Sterling-Hoffman: If you could wake-up tomorrow having gained more strength or quality, what would it be?

Dennis Ryan: One quality that would be helpful is to not sweat the difficult decisions as much. Making difficult decisions is hard enough and having that translate into internal apprehension and angst doesn't appear to add any value other than preventing you from sleeping as much as you should. I think the ability to make tough decisions without feeling it internally as much would be something that would add value without detracting much.

Sterling-Hoffman: Do you worry about exit strategy? I mean, you're probably not going to want to do an IPO anytime in the near future.

Dennis Ryan: The only thing that we're focused on is making the company profitable. If we're not profitable this year I want us to be profitable next year. From a financial standpoint, building a sustainable business is predicated on delivering a product or service that has value to the customer but you could do it at a profit and today we're not there. We're fairly close and have a clear path on how to get there based on the strength of our business model but we have some work to do to get to profitability and that's the key accomplishment we're shooting for as opposed to any type of capital event such as public offering or a acquisition. For us it's all about being a sustainably profitable company.

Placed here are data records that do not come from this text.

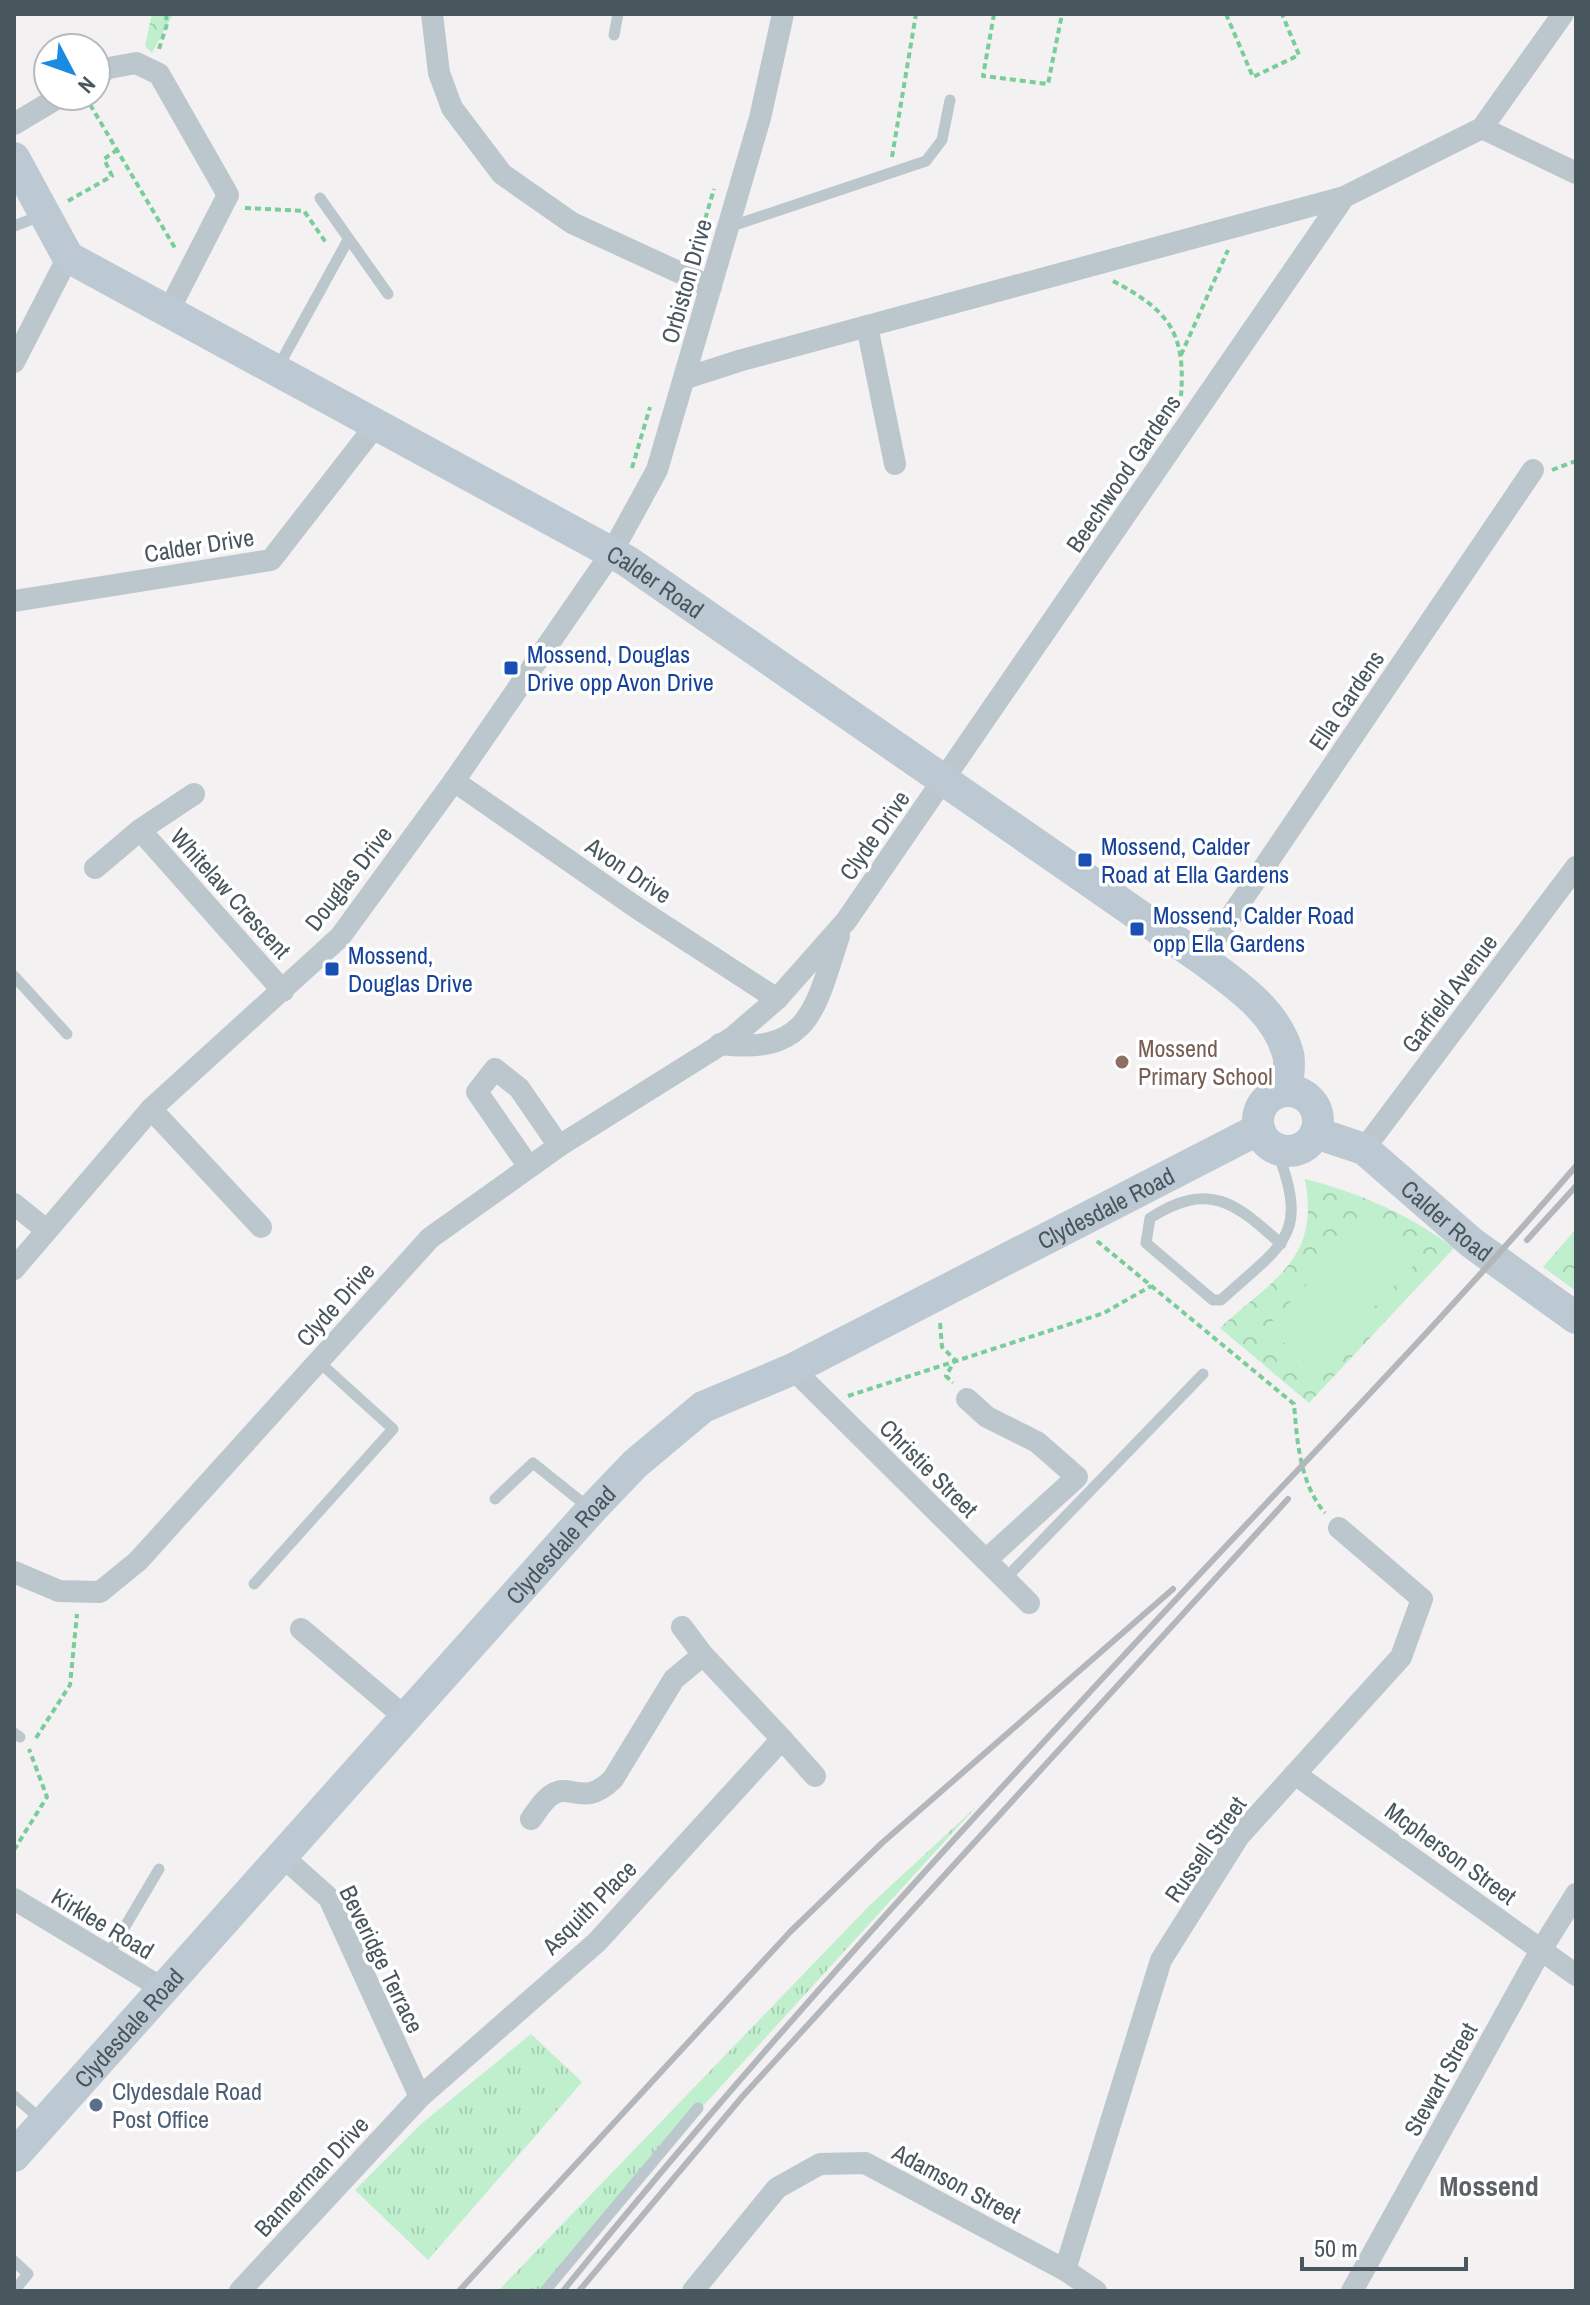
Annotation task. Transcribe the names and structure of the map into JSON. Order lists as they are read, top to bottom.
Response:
{
  "streets": {
    "main road": ["Calder Road", "Clydesdale Road"],
    "street": [
      "Orbiston Drive",
      "Beechwood Gardens",
      "Calder Drive",
      "Ella Gardens",
      "Clyde Drive",
      "Avon Drive",
      "Douglas Drive",
      "Whitelaw Crescent",
      "Garfield Avenue",
      "Christie Street",
      "Russell Street",
      "Mcpherson Street",
      "Asquith Place",
      "Kirklee Road",
      "Beveridge Terrace",
      "Stewart Street",
      "Bannerman Drive",
      "Adamson Street"
    ]
  },
  "crossings": [
    ["Orbiston Drive", "Beechwood Gardens"],
    ["Orbiston Drive", "Calder Road"],
    ["Orbiston Drive", "Douglas Drive"],
    ["Beechwood Gardens", "Calder Road"],
    ["Beechwood Gardens", "Clyde Drive"],
    ["Calder Drive", "Calder Road"],
    ["Calder Road", "Ella Gardens"],
    ["Calder Road", "Clyde Drive"],
    ["Calder Road", "Douglas Drive"],
    ["Calder Road", "Garfield Avenue"],
    ["Calder Road", "Clydesdale Road"],
    ["Clyde Drive", "Avon Drive"],
    ["Avon Drive", "Douglas Drive"],
    ["Douglas Drive", "Whitelaw Crescent"],
    ["Clydesdale Road", "Christie Street"],
    ["Clydesdale Road", "Kirklee Road"],
    ["Clydesdale Road", "Beveridge Terrace"],
    ["Russell Street", "Mcpherson Street"],
    ["Russell Street", "Adamson Street"],
    ["Mcpherson Street", "Stewart Street"],
    ["Asquith Place", "Beveridge Terrace"],
    ["Asquith Place", "Bannerman Drive"],
    ["Beveridge Terrace", "Bannerman Drive"]
  ],
  "districts": ["Mossend"],
  "places": {
    "transit": [
      "Mossend, Douglas Drive opp Avon Drive",
      "Mossend, Calder Road at Ella Gardens",
      "Mossend, Calder Road opp Ella Gardens",
      "Mossend, Douglas Drive"
    ],
    "other": ["Mossend Primary School", "Clydesdale Road Post Office"]
  },
  "scale_bar": "50 m",
  "north": "bottom right"
}
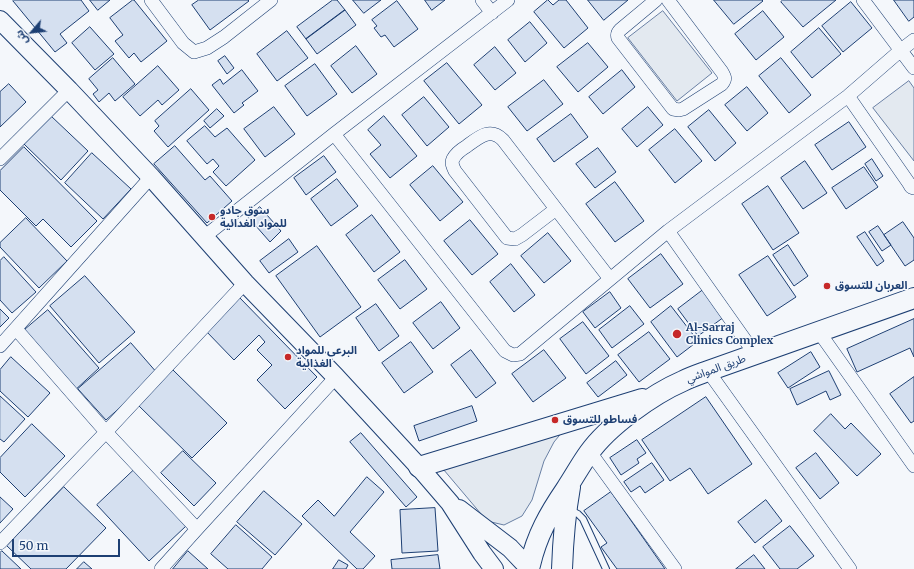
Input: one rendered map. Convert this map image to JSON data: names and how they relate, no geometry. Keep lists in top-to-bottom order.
{
  "streets": {
    "main road": ["طريق المواشي"]
  },
  "places": [
    "سوق جادو للمواد الغدائية",
    "العربان للتسوق",
    "Al-Sarraj Clinics Complex",
    "البرعي للمواد الغذائية",
    "فساطو للتسوق"
  ],
  "scale_bar": "50 m",
  "north": "bottom left"
}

Sterling-Hoffman: Do you think the employees, in general, revised their expectations based on what the market is like now? The memories of the bubble are still so distinct and so clear that it almost seems like their expectations have not scaled back the way they should have. What is your sense?

Dennis Ryan: Using Allegis as an example and other companies I've interacted with by now I think anyone with their head on straight has realigned any expectations they had relative to financial reward of that start-up company that they've joined specifically relating to public offering. There's no one here that comes to work on Monday and thinks about public offering and, to a certain extent, that's based on the fact that by and large we never really thought that way to begin with. In fact, that wasn't a key driver for any of the people that came here. People believed the business problem they were solving they believed in the importance of enabling companies to work together more effectively and deliver innovative solutions that made that possible. I think people believe more in that and have been motivated more by that then they were if and when Allegis would have a successful public offering.